3.) What did you do besides using a headless, JS-enabled browser?
4.) Is your scraper written in python?

Thanks

1. No, Ghost.py, but a fork I've been working on for a while from the trunk that has quite a few serious speed-ups.
2. Really? I've tried that and Google wouldn't render for me without JS Support, Kudos!
3. I've implemented a few extra features such as retrieving cached pages, made it multi-threaded and work-queue based (doing it with Ghost.py normally would pretty much rape you with, it allocates a crap ton of memory on creating), plus any features anyone requires i will implement.
4. google_search.py speaks for itself i believe.

808080Hat · Mar 28, 2014

matessim said:
2. Really? I've tried that and Google wouldn't render for me without JS Support, Kudos!

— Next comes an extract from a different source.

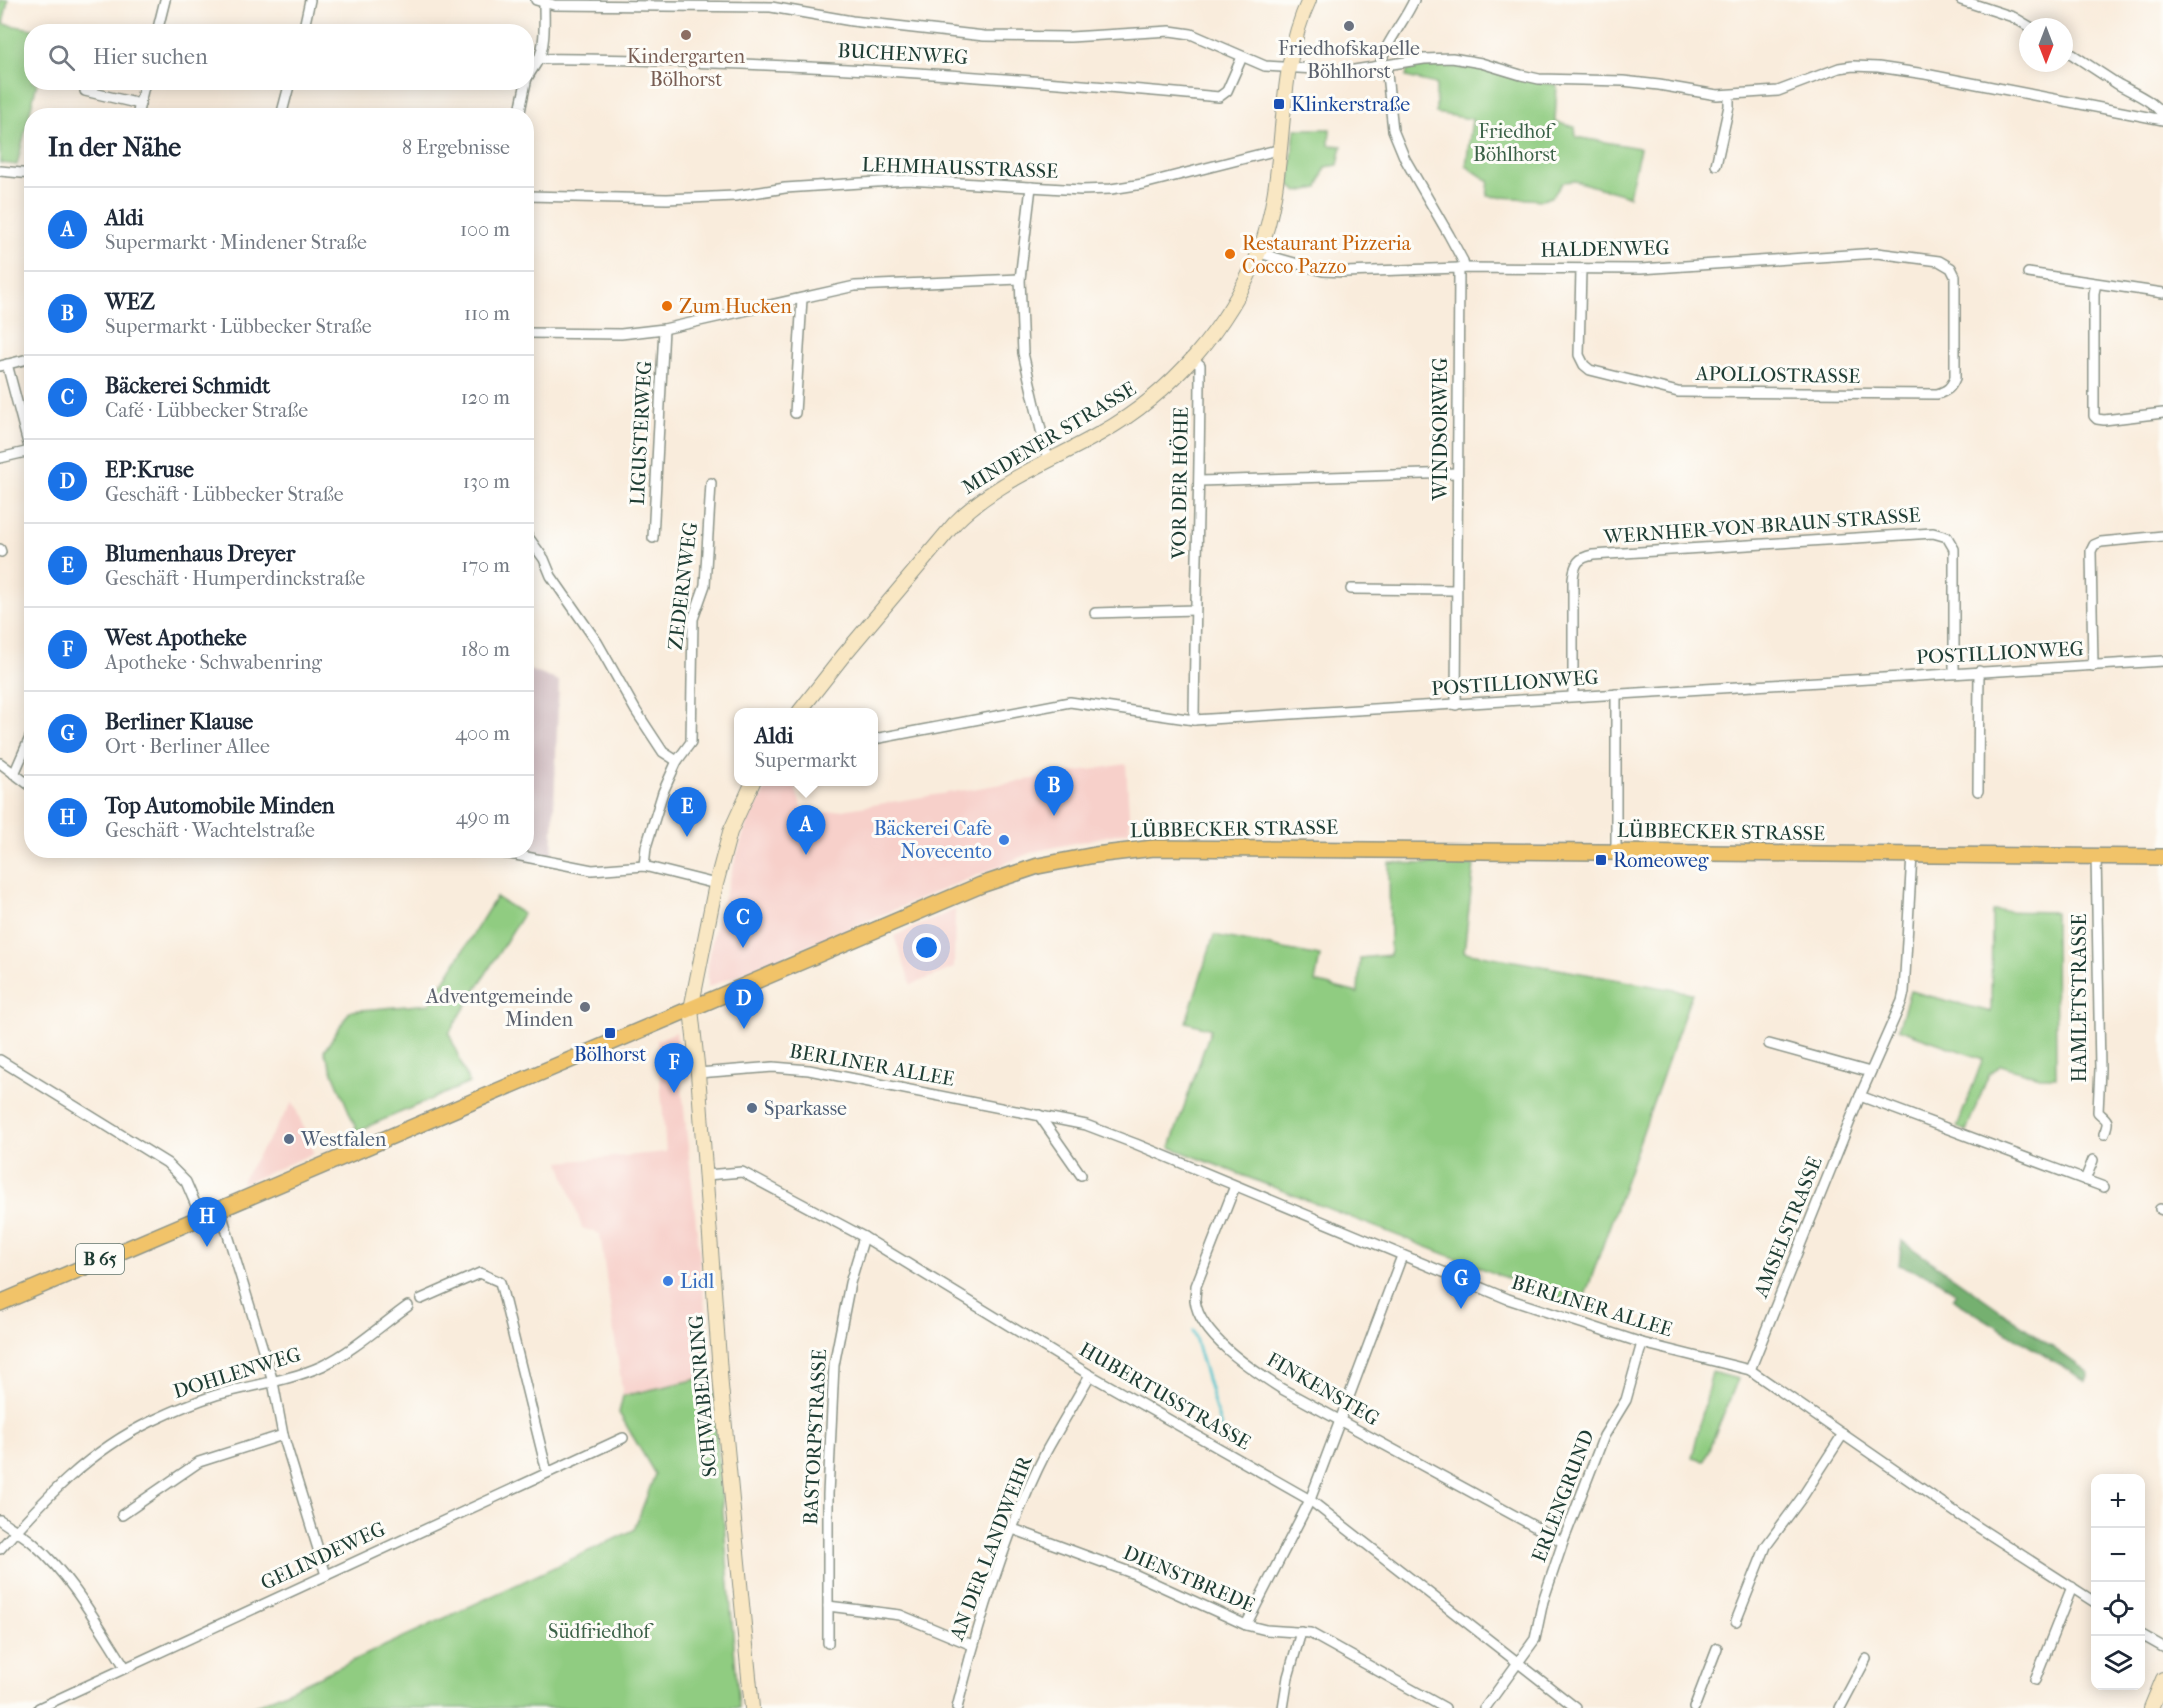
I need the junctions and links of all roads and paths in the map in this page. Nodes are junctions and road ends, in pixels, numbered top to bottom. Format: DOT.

Tought so too, but then I took a look at the Source of the SEO Rank Reporter Plugin for Wordpress and they do it the same way. I've implemented the same with Ruby on a really bare bone HTTP-connector and it works. I've never really tried many KWs but I was somewhat astonished by the fact that I didn't got banned after sending 50+ searches per second. Plus this works for many Wordpress installations. Maybe Google is turning a blind eye because of the User Agents?

matessim said:
4. google_search.py speaks for itself i believe.

I think I was a little thrown off by the ActiveMQ, JavaEE stuff.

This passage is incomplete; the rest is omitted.